We want to be there as a family, and there are times when we will push through because we know it is important. There are times when it is impossible. There are times when there will be too much going on for our son and he will do whatever he can, even leaving our side, to get away from the situation. That means one of us has to always be right beside him. It’s hard to do that when you are focusing on a conversation or doing ministry with others.
So, we’ve established a family rule. There are times when we will push forward and do the best we can, but there are times when you will only get either myself or my wife. Most of the time, it means that my wife is not as involved in things as she would like. We know some have a hard time for that, but the reality is that most things in the life of the church are not suitable for children or adults on the spectrum. As I always say, “we’ll get there, but it takes time.”
That brings up another thing to know. We’ve been hurt by the church by things said and done to our son.
Throughout his life, both before and after his diagnosis, it’s been clear Noah has been seen by some as “not normal.” We’ve even heard someone describe him as that when saying they didn’t want to make too many changes to accommodate our child that would upset the “normal” kids.

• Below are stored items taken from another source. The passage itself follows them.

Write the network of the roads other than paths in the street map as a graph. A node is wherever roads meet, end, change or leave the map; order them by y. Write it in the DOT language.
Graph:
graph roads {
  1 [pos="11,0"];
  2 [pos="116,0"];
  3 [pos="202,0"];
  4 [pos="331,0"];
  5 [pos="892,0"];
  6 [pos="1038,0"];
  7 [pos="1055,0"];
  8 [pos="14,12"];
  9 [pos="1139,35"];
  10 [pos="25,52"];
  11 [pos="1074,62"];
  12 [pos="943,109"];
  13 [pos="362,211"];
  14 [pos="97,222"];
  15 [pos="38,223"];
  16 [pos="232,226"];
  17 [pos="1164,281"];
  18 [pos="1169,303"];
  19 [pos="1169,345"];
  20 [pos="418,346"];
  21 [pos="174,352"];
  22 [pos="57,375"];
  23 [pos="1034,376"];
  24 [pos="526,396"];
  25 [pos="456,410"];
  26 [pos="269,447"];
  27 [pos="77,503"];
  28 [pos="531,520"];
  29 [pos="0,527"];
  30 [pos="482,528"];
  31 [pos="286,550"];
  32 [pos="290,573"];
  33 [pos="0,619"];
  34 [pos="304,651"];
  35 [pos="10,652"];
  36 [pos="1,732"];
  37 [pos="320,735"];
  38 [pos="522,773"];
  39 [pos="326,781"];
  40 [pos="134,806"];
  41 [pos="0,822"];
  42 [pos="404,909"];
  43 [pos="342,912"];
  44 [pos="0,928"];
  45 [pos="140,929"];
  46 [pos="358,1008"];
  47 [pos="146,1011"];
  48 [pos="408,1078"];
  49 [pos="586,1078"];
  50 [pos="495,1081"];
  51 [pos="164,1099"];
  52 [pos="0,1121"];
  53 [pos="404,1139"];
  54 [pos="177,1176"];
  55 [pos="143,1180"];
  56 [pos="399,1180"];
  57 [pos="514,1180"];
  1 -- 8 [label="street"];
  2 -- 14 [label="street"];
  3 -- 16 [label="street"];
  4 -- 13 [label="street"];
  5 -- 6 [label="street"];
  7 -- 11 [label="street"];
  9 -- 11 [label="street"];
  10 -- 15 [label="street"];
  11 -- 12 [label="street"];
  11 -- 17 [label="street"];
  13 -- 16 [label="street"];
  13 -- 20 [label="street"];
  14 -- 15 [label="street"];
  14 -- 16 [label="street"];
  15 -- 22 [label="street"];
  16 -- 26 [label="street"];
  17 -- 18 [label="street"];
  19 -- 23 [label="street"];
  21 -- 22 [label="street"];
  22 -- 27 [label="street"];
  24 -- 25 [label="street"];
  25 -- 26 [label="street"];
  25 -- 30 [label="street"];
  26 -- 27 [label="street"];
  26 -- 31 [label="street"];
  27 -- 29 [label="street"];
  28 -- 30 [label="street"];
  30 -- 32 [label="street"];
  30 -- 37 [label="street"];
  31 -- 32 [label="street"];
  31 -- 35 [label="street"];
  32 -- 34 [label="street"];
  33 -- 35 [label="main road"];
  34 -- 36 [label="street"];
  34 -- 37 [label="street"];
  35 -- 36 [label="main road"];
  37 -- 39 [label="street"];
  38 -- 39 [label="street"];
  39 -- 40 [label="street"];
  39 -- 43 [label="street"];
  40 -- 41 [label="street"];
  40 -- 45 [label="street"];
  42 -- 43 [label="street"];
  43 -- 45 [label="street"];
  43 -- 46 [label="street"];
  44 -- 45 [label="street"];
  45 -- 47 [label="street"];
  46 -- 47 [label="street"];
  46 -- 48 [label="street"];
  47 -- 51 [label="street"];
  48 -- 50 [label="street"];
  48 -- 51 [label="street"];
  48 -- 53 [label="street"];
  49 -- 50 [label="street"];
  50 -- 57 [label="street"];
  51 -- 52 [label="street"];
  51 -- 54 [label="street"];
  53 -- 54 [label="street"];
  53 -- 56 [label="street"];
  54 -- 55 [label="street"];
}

We’ve been given stories of how to spank the autism out of a child, and if we had more discipline he would be “better behaved.” That doesn’t include the ones who thought our son was dying.
The harshest has been watching families pull away from our son because of his diagnosis. He went from being invited and included to not being invited and included to various events. There is nothing that makes you angrier than to see your child being treated as less than.

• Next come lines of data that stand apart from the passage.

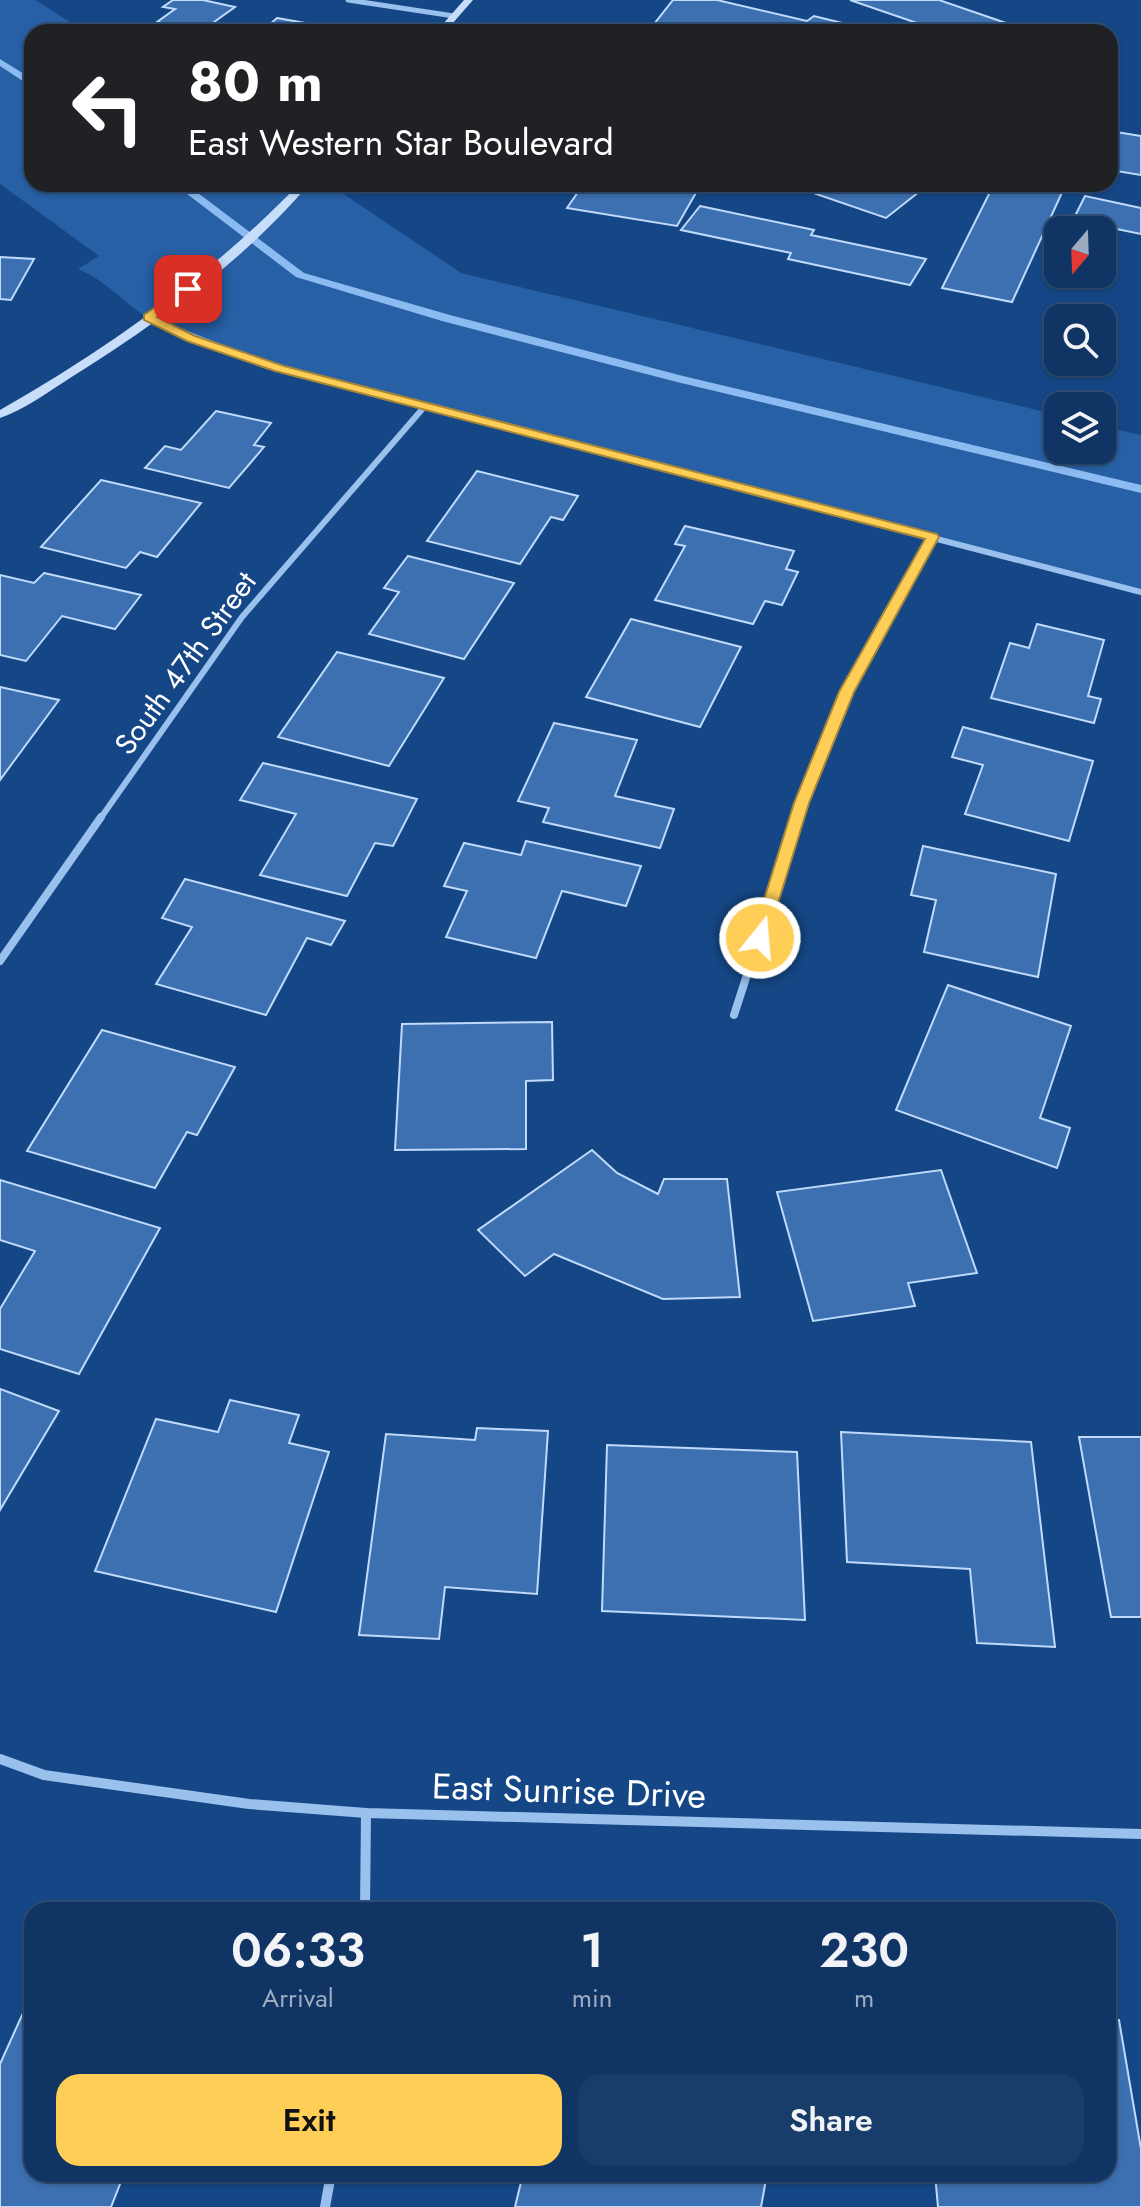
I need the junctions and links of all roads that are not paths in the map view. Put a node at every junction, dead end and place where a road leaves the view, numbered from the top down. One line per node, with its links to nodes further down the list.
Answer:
1 (348, 0): 3 (street)
2 (469, 0): 3 (main road)
3 (454, 16): 4 (main road)
4 (447, 24)
5 (296, 192): 6 (main road)
6 (148, 318): 7 (street); 8 (main road)
7 (425, 406): 9 (street); 11 (street, South 47th Street)
8 (0, 415)
9 (933, 537): 10 (street); 12 (street)
10 (1141, 592)
11 (0, 961)
12 (734, 1015)
13 (0, 1759): 14 (street, East Sunrise Drive)
14 (366, 1813): 15 (street, East Sunrise Drive); 16 (street)
15 (1141, 1834)
16 (365, 1902)
17 (330, 2182): 18 (street)
18 (325, 2207)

As a pastor, I have felt you can only go so far in standing up for your child in the church. When you do, the conversation often turns back to “I’m overreacting” or “they didn’t mean it that way.” It’s easier to advocate for a congregant’s child than it is for the pastor’s child. At that point, even as a pastor, you know you are not going to get anywhere and your child, as loved as they may be by some, is not fully accepted by the whole.
There is nothing more that we want for our son than for him to be treated as a child of God and a person of worth. The same as we want for every child. For that to happen, people have to be willing to see life from the perspective of those on the spectrum and to understand what it is like for them and their families on a daily basis. Understanding leads to awareness and that leads to progress in making room for those who so often feel unaccepted or unwelcome by the larger society let alone the church.
My prayer is for all God’s children to be loved and accepted. When we get that right, we won’t have to write too many more columns about special needs families feeling unaccepted. That is a prayer we can all claim and live out.